Do Androids Dream of Electric Sheep? is probably Philip K. Dick’s most famous work, given that it was turned into one of the most respected science fiction films of all time. I do not hold to the absolutist opinion that the book is always better than the movie, but after one read of the book and many viewings of the movie, I am inclined to say that, in this instance, the book is at least as good and in some respects is better.
Rick Deckard, along with numerous other unfortunate souls, has been left behind on Earth, an unhealthy wasteland from which anyone of means has migrated. He is the number two man assigned to retire rogue androids who try to pass themselves off as human. The androids, however, prefer to remain alive.
Deckard makes a modest living, but when the number one guy is nearly killed by an android, he assumes the responsibility to retire a group of six of them, seeing in the job an opportunity to make some much-needed cash.
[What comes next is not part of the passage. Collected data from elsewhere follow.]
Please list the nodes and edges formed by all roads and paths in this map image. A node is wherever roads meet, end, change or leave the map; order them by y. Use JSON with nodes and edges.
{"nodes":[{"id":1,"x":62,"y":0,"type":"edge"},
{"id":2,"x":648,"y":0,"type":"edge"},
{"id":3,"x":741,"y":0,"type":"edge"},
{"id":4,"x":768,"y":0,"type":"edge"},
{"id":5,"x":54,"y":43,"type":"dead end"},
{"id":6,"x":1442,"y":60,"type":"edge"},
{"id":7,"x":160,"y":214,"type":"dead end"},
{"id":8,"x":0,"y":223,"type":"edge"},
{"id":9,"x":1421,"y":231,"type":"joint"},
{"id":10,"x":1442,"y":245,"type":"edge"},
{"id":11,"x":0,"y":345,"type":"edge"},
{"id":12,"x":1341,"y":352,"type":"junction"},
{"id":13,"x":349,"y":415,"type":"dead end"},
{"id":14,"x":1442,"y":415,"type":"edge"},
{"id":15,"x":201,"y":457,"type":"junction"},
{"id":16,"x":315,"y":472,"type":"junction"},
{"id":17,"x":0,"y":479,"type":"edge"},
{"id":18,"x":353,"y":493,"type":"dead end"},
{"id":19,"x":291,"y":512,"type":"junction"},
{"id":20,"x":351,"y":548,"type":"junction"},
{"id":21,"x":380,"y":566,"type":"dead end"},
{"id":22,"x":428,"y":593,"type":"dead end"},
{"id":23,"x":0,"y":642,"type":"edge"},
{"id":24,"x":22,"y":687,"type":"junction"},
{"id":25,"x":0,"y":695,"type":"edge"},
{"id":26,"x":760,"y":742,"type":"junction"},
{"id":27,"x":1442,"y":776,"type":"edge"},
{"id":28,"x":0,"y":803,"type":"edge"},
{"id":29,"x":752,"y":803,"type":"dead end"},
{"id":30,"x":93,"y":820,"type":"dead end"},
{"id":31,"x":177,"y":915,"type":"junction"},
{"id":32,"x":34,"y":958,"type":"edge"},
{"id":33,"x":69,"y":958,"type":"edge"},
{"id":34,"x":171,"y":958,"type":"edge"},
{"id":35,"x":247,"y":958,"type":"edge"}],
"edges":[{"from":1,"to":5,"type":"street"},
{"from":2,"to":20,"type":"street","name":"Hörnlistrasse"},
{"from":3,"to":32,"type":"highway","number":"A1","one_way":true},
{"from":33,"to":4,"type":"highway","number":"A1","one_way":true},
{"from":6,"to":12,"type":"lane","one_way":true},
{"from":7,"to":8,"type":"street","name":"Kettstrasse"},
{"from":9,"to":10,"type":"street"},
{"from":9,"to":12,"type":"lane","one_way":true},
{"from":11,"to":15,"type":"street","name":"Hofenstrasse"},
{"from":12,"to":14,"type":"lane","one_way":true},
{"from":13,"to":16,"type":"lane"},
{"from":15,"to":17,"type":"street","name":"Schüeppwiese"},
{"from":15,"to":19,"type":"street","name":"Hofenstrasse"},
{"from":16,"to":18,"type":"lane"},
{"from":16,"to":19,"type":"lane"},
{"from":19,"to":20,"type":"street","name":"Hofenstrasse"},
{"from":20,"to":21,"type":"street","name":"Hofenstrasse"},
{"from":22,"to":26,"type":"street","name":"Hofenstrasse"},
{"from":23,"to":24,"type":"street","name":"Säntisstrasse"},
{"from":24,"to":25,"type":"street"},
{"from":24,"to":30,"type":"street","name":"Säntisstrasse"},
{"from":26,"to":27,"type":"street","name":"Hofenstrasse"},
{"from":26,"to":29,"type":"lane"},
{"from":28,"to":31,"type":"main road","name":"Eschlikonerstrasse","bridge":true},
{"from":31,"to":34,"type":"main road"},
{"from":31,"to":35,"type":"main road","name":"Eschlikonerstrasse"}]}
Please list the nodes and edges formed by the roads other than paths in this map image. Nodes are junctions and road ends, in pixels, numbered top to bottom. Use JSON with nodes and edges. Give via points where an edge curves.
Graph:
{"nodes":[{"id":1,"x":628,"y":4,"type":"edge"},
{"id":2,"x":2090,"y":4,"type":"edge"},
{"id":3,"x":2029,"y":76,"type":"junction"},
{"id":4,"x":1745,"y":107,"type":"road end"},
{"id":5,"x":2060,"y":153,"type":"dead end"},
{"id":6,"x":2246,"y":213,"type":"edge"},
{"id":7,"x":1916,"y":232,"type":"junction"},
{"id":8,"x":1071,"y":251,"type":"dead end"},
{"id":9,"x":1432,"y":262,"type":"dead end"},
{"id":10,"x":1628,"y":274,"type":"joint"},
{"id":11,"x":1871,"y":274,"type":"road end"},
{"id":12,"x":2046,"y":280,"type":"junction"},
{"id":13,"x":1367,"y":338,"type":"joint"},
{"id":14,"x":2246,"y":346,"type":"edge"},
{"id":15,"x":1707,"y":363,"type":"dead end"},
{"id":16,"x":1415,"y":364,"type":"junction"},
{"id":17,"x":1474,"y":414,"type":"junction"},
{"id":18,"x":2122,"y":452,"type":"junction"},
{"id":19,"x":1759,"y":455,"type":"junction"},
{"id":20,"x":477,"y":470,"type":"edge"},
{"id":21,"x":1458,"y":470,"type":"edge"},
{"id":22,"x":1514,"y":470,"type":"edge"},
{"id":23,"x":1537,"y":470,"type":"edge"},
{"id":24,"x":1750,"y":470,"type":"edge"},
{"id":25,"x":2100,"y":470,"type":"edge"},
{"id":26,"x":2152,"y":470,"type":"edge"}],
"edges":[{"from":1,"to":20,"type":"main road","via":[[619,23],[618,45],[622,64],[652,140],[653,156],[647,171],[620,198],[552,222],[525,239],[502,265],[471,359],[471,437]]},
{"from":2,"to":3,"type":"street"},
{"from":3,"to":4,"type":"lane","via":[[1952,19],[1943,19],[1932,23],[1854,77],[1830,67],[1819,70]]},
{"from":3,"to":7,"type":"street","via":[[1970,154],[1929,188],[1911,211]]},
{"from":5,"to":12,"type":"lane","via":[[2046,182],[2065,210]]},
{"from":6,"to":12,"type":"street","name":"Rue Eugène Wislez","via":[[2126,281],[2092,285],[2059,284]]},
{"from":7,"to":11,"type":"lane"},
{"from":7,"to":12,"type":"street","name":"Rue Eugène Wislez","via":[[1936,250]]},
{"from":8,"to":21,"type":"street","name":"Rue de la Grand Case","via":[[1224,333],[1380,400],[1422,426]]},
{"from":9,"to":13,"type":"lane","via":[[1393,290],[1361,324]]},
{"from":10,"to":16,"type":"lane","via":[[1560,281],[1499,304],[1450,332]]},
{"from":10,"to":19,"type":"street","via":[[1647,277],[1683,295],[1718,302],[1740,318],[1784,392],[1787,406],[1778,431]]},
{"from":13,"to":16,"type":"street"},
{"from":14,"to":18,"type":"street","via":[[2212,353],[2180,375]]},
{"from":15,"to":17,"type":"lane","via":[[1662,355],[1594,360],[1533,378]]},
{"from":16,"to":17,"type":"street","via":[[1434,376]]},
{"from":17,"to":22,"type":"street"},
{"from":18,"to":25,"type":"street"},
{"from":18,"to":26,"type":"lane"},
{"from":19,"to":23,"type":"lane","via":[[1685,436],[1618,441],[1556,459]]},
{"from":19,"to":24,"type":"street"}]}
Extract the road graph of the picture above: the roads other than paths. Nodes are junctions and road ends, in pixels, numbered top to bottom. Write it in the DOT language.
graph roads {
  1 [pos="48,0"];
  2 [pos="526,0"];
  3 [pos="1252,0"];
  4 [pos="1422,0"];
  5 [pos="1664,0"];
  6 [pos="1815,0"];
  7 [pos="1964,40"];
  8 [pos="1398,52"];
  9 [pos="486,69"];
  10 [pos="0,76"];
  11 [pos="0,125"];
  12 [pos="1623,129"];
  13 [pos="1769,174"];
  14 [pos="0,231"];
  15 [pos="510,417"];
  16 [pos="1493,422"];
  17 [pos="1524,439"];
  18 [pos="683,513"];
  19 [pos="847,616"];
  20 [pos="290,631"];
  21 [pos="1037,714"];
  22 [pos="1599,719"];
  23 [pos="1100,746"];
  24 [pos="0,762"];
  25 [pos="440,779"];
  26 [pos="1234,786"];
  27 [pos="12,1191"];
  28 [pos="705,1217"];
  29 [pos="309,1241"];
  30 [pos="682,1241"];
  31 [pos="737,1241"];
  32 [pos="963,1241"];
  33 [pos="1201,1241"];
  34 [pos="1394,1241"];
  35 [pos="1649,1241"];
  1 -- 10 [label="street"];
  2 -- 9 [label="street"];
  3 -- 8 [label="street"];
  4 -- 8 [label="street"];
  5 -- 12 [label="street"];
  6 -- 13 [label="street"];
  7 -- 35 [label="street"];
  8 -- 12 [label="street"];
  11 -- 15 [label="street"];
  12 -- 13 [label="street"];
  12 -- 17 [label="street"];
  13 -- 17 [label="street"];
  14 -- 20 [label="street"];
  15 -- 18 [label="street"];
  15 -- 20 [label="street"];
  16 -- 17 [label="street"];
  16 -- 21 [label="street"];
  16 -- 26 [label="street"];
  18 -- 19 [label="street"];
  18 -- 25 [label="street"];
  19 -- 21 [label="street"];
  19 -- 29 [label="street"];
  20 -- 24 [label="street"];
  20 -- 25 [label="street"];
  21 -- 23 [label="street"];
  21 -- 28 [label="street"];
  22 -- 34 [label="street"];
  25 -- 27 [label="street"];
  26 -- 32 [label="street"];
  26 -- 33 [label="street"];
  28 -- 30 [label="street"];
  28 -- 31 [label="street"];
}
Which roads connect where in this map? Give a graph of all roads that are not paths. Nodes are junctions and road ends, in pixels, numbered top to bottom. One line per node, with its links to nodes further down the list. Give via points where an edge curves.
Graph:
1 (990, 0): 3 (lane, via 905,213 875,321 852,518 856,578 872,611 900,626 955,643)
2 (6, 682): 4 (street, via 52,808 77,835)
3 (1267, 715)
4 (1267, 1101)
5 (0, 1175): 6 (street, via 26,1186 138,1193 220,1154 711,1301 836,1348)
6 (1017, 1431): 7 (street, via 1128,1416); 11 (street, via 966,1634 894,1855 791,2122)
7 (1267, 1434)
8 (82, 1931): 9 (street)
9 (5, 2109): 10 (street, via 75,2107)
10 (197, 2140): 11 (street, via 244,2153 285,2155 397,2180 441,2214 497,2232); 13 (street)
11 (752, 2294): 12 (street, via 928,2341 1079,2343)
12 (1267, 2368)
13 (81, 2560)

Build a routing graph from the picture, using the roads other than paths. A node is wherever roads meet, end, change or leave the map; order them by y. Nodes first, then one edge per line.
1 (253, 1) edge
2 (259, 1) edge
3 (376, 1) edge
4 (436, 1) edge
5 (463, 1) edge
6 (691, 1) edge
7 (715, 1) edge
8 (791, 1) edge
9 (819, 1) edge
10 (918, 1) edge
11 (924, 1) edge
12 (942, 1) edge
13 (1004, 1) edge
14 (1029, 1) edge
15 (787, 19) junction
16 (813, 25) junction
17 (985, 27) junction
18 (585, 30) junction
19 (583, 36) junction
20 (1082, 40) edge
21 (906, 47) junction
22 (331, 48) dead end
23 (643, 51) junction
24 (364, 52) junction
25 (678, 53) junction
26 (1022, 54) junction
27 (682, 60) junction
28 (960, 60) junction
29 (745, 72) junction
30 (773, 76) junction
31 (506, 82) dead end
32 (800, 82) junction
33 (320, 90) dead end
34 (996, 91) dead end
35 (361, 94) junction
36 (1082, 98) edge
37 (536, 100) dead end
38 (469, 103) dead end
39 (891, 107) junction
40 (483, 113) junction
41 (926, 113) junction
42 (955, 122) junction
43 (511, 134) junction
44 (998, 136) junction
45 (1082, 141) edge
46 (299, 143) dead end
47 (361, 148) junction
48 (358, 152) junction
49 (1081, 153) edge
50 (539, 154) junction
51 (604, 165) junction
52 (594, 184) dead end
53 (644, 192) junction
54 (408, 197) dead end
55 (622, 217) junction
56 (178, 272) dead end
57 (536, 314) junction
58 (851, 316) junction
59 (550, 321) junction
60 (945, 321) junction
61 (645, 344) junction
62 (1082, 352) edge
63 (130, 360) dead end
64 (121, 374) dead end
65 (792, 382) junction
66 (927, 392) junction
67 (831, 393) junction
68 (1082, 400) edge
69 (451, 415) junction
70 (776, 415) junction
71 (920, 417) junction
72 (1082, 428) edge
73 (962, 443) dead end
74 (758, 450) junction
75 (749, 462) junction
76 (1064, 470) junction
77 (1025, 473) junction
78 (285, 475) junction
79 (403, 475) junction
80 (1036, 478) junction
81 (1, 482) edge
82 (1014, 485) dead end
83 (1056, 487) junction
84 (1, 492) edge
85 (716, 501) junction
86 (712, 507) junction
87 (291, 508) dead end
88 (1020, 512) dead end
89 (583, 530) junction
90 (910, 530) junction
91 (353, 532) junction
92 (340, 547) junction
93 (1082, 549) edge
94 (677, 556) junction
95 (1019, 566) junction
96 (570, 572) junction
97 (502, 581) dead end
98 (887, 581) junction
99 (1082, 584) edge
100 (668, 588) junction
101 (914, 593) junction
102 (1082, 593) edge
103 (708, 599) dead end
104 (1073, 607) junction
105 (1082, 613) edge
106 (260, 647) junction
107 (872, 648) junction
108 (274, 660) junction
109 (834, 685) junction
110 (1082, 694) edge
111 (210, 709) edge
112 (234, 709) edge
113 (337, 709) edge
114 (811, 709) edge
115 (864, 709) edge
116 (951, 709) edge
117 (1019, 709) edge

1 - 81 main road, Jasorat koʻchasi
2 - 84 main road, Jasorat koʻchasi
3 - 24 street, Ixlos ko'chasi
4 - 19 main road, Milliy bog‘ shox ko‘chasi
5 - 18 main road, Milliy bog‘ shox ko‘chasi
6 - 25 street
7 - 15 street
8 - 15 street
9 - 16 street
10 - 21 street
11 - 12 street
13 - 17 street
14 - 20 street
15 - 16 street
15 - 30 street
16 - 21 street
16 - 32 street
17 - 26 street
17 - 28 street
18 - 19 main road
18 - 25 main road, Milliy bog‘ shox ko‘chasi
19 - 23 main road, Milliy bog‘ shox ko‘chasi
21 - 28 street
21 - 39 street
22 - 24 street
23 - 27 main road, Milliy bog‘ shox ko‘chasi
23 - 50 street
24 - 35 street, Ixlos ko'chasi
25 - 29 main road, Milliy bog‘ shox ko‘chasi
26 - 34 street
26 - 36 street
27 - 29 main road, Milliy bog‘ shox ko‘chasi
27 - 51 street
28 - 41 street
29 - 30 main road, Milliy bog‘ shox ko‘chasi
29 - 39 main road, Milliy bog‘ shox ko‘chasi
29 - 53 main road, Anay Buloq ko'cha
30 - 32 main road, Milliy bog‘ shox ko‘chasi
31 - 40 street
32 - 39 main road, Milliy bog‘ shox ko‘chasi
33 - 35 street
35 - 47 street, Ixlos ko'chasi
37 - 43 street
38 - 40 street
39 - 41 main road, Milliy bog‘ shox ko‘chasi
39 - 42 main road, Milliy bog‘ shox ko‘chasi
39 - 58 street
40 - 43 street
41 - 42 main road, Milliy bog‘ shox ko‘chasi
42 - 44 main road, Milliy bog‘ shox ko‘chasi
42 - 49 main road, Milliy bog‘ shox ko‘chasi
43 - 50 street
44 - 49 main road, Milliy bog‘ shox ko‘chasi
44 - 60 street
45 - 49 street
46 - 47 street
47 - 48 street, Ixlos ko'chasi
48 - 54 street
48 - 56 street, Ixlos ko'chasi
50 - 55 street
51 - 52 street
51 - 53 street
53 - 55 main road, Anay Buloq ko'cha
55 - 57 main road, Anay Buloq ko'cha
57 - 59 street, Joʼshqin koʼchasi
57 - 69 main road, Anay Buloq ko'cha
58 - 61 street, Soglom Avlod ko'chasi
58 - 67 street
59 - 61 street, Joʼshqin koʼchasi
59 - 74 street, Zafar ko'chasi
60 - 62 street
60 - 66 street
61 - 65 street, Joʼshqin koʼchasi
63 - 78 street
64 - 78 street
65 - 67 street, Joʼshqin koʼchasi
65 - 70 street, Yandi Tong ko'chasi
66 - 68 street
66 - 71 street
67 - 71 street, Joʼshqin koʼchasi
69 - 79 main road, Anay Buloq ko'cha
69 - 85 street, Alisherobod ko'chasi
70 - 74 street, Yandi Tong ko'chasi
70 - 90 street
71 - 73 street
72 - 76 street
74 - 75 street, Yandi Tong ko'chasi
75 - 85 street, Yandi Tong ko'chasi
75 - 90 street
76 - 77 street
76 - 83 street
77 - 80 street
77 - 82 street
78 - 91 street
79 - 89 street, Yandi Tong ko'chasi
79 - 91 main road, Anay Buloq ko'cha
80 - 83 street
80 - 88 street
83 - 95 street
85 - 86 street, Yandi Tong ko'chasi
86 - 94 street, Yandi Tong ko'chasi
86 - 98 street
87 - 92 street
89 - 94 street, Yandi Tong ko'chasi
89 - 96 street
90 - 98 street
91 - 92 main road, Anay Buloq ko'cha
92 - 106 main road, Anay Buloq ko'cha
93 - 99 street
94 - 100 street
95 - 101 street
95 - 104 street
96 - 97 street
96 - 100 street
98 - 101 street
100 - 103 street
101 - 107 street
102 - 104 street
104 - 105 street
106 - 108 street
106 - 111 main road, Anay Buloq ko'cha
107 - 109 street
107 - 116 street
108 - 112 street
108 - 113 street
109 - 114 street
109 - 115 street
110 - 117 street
Insert canned line about things not going as planned. Insert second canned line about the job being more than he bargained for.
As I expected, the clownish dialogue and behavior, unnecessarily detailed descriptions and lengthy back stories injected into scenes immediately after a character’s introduction — the slipshod method by which so many authors introduce and develop their characters — is absent. Instead, we meet people who feel and act real, and we come to know them as we would anyone else: by how they act, what they say, and what is said about them. They move about in an exotic land but act in accordance with their human goals and abilities.
What I found surprising was how good the plot was. There is a satisfying quantity and variety of dramatic interactions, various obstacles to overcome, a sufficiently grand and tense third act… everything an eager reader could hope for. I did not expect a poorly wrought narrative, but given some of the difficulties I found in The Man in the High Castle, I thought that maybe character and setting were Dick’s strengths, not plot. The movie, as good as it is, strikes one as underplotted, and I assumed this was due to a deficiency on the book’s part.